Polizei copter helps protect Clay Kaserne


Nadine Bower/USAG Wiesbaden Public Affairs
Klaus Boida, deputy director and pilot of the Polizeifliegerstaffel Hessen, stands in front of his helicopter.

Once a day, the Wiesbaden Army Airfield gets an unusual visitor. A blue and white helicopter can be seen hovering over different areas of Clay Kaserne for a few minutes, before flying away again. The helicopter, a Eurocopter EC-145, belongs to the Hessen State police and is stationed at Egelsbach. The Westhessen police presidium and U.S. Army Garrison Wiesbaden have a mutual agreement for Polizei to help protect the installations that belong to the garrison.

Deputy director and pilot of the Polizeifliegerstaffel Hessen, Klaus Boida, explained the use of the helicopter as a supporting tool in their mission to conduct “Objektschutz” (object protection). “Objektschutz” from above means that we are looking at a location in order to see changes that could not be seen from the ground, Boida said. “For example, when the helicopter crew sees a car parked at a location where it has not been parked before, we notify our ground patrols to check it out.”
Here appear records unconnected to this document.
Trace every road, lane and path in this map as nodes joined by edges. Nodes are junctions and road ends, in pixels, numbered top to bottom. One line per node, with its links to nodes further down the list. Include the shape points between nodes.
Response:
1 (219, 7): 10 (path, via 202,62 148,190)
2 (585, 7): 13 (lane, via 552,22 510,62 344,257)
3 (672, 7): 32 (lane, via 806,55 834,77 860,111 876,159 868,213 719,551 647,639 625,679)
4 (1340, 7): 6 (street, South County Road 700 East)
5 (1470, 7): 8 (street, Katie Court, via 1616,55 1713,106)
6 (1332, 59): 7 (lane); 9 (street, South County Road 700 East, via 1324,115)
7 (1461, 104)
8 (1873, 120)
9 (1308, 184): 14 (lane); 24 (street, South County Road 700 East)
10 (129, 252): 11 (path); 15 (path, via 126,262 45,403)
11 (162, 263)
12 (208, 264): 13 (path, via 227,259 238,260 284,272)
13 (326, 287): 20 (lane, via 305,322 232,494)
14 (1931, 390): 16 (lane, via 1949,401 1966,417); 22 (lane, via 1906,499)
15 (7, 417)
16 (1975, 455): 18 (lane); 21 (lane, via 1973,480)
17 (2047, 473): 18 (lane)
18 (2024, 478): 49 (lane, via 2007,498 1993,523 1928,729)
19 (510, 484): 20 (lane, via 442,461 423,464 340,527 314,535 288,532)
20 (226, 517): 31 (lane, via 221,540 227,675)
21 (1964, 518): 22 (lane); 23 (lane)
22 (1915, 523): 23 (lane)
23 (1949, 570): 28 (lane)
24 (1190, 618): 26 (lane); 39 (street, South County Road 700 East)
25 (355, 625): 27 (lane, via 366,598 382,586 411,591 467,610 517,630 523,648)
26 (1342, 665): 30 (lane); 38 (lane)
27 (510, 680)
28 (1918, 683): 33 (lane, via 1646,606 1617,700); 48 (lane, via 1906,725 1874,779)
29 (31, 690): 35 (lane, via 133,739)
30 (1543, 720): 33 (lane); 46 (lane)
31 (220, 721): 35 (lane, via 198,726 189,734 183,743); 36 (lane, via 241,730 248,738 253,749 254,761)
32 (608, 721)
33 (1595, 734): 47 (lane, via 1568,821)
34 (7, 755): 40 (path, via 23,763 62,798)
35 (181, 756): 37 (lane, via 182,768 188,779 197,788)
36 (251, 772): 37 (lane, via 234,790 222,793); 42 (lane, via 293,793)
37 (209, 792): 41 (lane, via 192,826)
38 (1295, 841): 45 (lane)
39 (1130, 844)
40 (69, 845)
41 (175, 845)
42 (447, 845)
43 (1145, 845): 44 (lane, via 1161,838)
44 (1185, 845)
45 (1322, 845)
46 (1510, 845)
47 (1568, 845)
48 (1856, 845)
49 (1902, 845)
The airfield in Erbenheim is not the only location that the police helicopter visits, Boida said. “We fly over the airfield, especially Newman Village, Hainerberg and the housing areas, but we also do the same over the nuclear power plant at Biblis,” he said.


The helicopter is equipped with the most modern technology, including a forward-looking infrared camera that senses infrared radiation. “The camera compares the temperature of a body with the temperature of the body’s surroundings,” Boida explained. This technology is helpful when the crew is looking for a missing person, especially during the cold days of winter when time is of vital importance. Last year, the crew was able to find over 50 missing persons.

Photo courtesy of Markus Rieger/Hessisches Bereitschaftspolizeipräsidium
The Polizeifliegerstaffel helicopter can be seen over Clay Kaserne.

The camera also helps in observing and analyzing crime scenes or measure marks on the ground caused by accidents on the Autobahn. However, if the helicopter is too loud for an observation, a fixed wing aircraft can be used as well, which is also stationed in Egelsbach.

The police helicopter also helps during the preparation of the annual German-American Friendship Fest on Hainerberg, hosted by the garrison, Boida said. “The pictures of the fest grounds can be used for threat assessment or to see how many people are attending the fest.”

Drones can be used for threat assessment too. However, Boida said he can see their use in the future, but “not quite yet.” Even though they are a lot quieter, drones cannot transport people, he explains. Transportation flights are another thing that the police helicopter can do. “Sometimes, we fly the Hessen minister president or another person with special protection status.”

However, Boida and his crew are aware that the noise of the helicopter can seem disturbing to some neighboring communities next to the airfield. After all, it is one additional helicopter hovering over the airfield for several minutes every day. “We only fly there when we have to do our job or when we have to pick somebody up. We don’t go there for training,” he said.

The crew trains at Mainz-Finthen and other locations, because they want to “distribute our noise equally,” Boida added with a chuckle.